Il tema della tassazione degli immobili posseduti da coniugi con residenze diverse non trova pace.
Qualche anno fa, facendo leva sulla nuova formulazione letterale della normativa IMU, la Suprema Corte aveva completamente ribaltato quello che sembrava essere un approdo ormai certo, assicurato dalle copiose sentenze di legittimità sulla precedente normativa ICI.
Recentemente l’arresto della Cassazione, secondo cui in presenza di coniugi aventi residenza in abitazioni diverse l’esenzione non spetta per alcuno degli immobili, è stato tuttavia capovolto dalla sentenza della Corte Costituzionale n. 209 del 13.09.2022, la quale ha riconosciuto il diritto all’esenzione per i coniugi aventi residenze diverse.
Secondo la Corte, infatti, in un contesto come quello attuale, caratterizzato dall’aumento della mobilità nel mercato del lavoro, dallo sviluppo dei sistemi di trasporto e tecnologici, dall’evoluzione dei costumi, è sempre meno rara l’ipotesi che persone unite in matrimonio o unite civilmente concordino di vivere in luoghi diversi, ricongiungendosi periodicamente, ad esempio nel fine settimana, rimanendo nell’ambito di una comunione materiale e spirituale.

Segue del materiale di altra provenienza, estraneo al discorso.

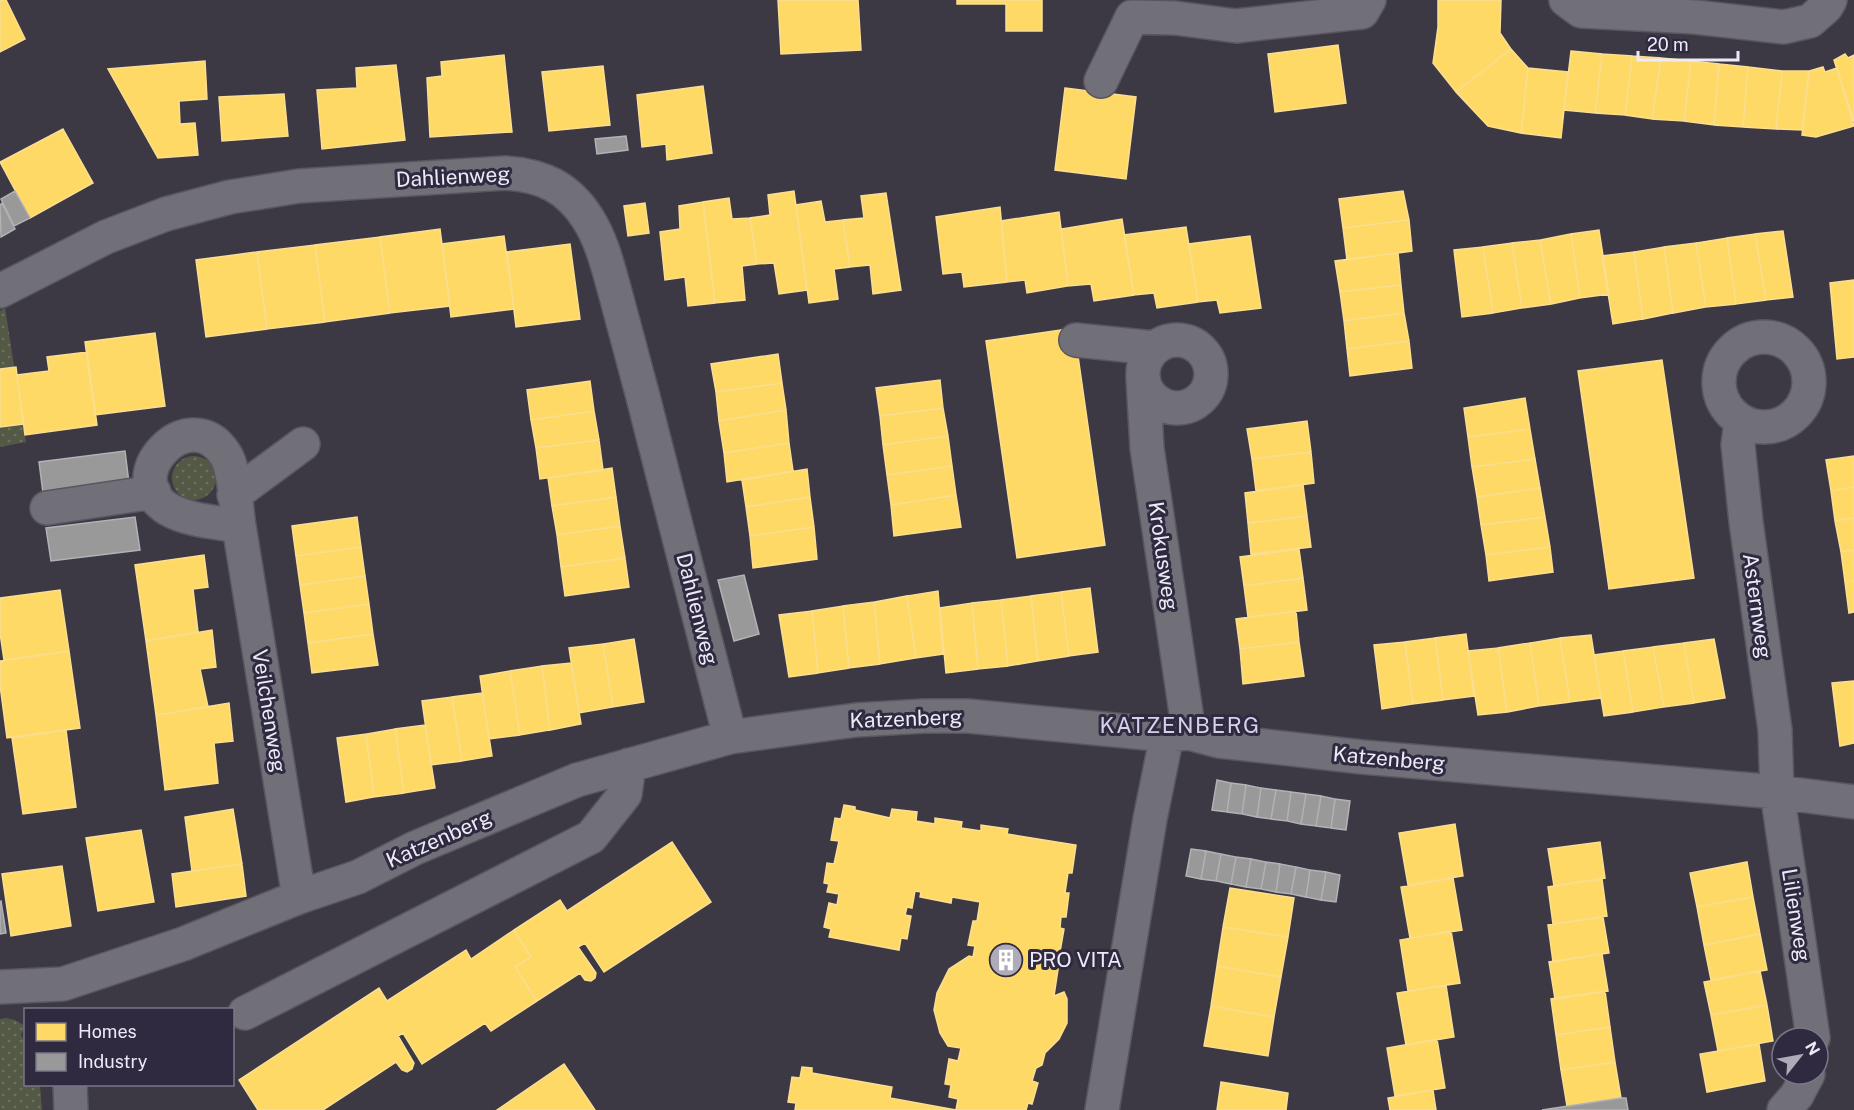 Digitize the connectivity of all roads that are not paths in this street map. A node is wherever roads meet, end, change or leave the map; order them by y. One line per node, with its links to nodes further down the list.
1 (1369, 0): 4 (street)
2 (1566, 0): 3 (street)
3 (1830, 0)
4 (1101, 81)
5 (0, 291): 15 (street, Dahlienweg)
6 (1076, 340): 7 (street)
7 (1154, 348): 8 (street, Krokusweg); 8 (street)
8 (1143, 378): 14 (street, Krokusweg)
9 (1742, 421): 17 (street, Asternweg)
10 (303, 444): 13 (street)
11 (154, 492): 12 (street); 13 (street); 13 (street, Veilchenweg)
12 (47, 508)
13 (237, 511): 19 (street, Veilchenweg)
14 (1178, 734): 15 (street, Katzenberg); 17 (street, Katzenberg); 26 (street, Krokusweg)
15 (730, 737): 16 (street, Katzenberg)
16 (629, 765): 19 (street, Katzenberg); 22 (street)
17 (1777, 792): 18 (street, Katzenberg); 23 (street, Lilienweg)
18 (1854, 802)
19 (299, 897): 21 (street, Katzenberg)
20 (0, 987): 21 (street, Katzenberg)
21 (65, 997)
22 (245, 1013)
23 (1811, 1026)
24 (70, 1086): 25 (street)
25 (71, 1110)
26 (1102, 1110)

In tal caso, ai fini del riconoscimento dell’esenzione dell’abitazione principale, non ritenere sufficiente la residenza e la dimora abituale in un determinato immobile del singolo e far riferimento al suo nucleo familiare determina una evidente discriminazione rispetto a chi, in quanto singolo o convivente di fatto, si vede riconosciuto il suddetto beneficio al semplice sussistere del doppio contestuale requisito della residenza e della dimora abituale nell’immobile di cui sia possessore.
Quello che si legge nella sentenza della Consulta è un no all’automatica esclusione dell’esenzione in caso di scissione del nucleo familiare.

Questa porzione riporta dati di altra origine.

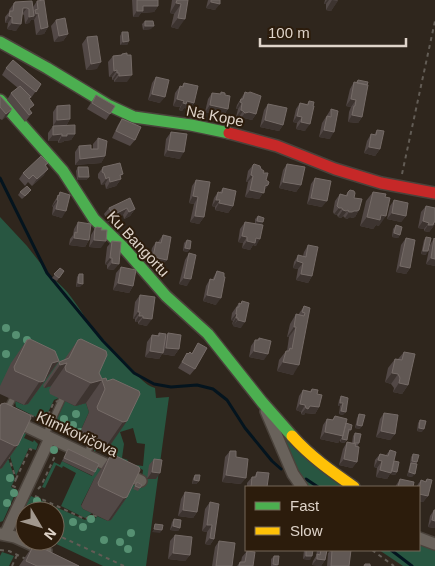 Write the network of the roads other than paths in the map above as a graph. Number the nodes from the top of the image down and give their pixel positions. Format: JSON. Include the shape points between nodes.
{"nodes":[{"id":1,"x":0,"y":42,"type":"edge"},
{"id":2,"x":0,"y":100,"type":"edge"},
{"id":3,"x":435,"y":193,"type":"edge"},
{"id":4,"x":12,"y":400,"type":"dead end"},
{"id":5,"x":62,"y":400,"type":"road end"},
{"id":6,"x":262,"y":402,"type":"junction"},
{"id":7,"x":4,"y":418,"type":"edge"},
{"id":8,"x":47,"y":437,"type":"junction"},
{"id":9,"x":94,"y":440,"type":"road end"},
{"id":10,"x":86,"y":455,"type":"junction"},
{"id":11,"x":141,"y":480,"type":"edge"},
{"id":12,"x":301,"y":486,"type":"edge"},
{"id":13,"x":353,"y":486,"type":"edge"},
{"id":14,"x":4,"y":534,"type":"edge"},
{"id":15,"x":420,"y":538,"type":"edge"},
{"id":16,"x":435,"y":544,"type":"edge"},
{"id":17,"x":59,"y":558,"type":"edge"}],
"edges":[{"from":1,"to":3,"type":"street","name":"Na Kope","via":[[134,117],[226,132],[277,146],[381,183]]},
{"from":2,"to":6,"type":"street","name":"Ku Bangortu","via":[[63,171],[94,219],[166,296],[208,334]]},
{"from":4,"to":7,"type":"lane"},
{"from":5,"to":8,"type":"lane"},
{"from":6,"to":12,"type":"street","name":"Ku Bangortu"},
{"from":6,"to":13,"type":"street","name":"Ku Bangortu","via":[[306,451]]},
{"from":7,"to":8,"type":"street","name":"Klimkovičova"},
{"from":8,"to":10,"type":"street","name":"Klimkovičova"},
{"from":8,"to":14,"type":"street"},
{"from":9,"to":10,"type":"lane"},
{"from":10,"to":11,"type":"street","name":"Klimkovičova","via":[[115,473]]},
{"from":14,"to":17,"type":"street"},
{"from":15,"to":16,"type":"street"}]}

Ciò d’altro canto non comporta l’automatico diritto all’esenzione per i coniugi aventi residenza in luoghi diversi, non potendosi ovviamente legittimare situazioni elusive. Resta, difatti, ferma la ratio dell’esenzione, che risiede nella volontà del Legislatore di escludere l’applicazione dell’imposta per gli immobili – e solo per quelli – destinati ad abitazione principale.
Anche dopo la pronuncia della Corte Costituzionale, dunque, occorrerà verificare la corrispondenza tra il dato formale delle residenza e quello sostanziale della dimora abituale: a tal fine i Comuni dispongono di strumenti per controllare la veridicità delle dichiarazioni, tra cui, in base a quanto previsto dall’art. 2, comma 10, lettera c), punto 2, del d.lgs. n. 23 del 2011, anche l’accesso ai dati relativi alla somministrazione di energia elettrica, di servizi idrici e del gas relativi agli immobili ubicati nel proprio territorio; elementi dai quali si può riscontrare l’esistenza o meno di una dimora abituale.
E’ probabile che a seguito della pronuncia della Consulta, tanti contribuenti, che – sulla scorta della rigorosa giurisprudenza consolidata - avevano versato l’imposta (nei termini o a mezzo ravvedimento), presentino istanza di rimborso ove ancora nei termini ai sensi e per gli effetti dell’art. 1, co. 164, L. n. 296/2006 (cinque anni dal giorno del versamento).
Altra questione attiene alle verifiche effettuate dai Comuni negli anni precedenti.
Ed invero, per gli accertamenti non impugnati e divenuti definitivi occorre infatti ricordare che secondo la Corte Costituzionale (vds. sent. C. Cost. 11.02.2015 n. 10) «l'efficacia retroattiva delle pronunce di illegittimità costituzionale è (e non può non essere) principio generale valevole nei giudizi davanti a questa Corte; esso, tuttavia, non è privo di limiti. Anzitutto è pacifico che l'efficacia delle sentenze di accoglimento non retroagisce fino al punto di travolgere le "situazioni giuridiche comunque divenute irrevocabili" ovvero i "rapporti esauriti". Diversamente ne risulterebbe compromessa la certezza dei rapporti giuridici (sentenze n. 49 del 1970, n. 26 del 1969, n. 58 del 1967 e n. 127 del 1966). Pertanto, il principio della retroattività "vale (...) soltanto per i rapporti tuttora pendenti, con conseguente esclusione di quelli esauriti, i quali rimangono regolati dalla legge dichiarata invalida" (sentenza n. 139 del 1984, ripresa da ultimo dalla sentenza n. 1 del 2014)». E «per rapporti esauriti devono intendersi quelli per cui sia intervenuto un giudicato o un atto amministrativo definitivo o, comunque, siano scaduti i termini concessi al contribuente per mettere in discussione la debenza dell’imposta» (Cass. n. 5206/1999).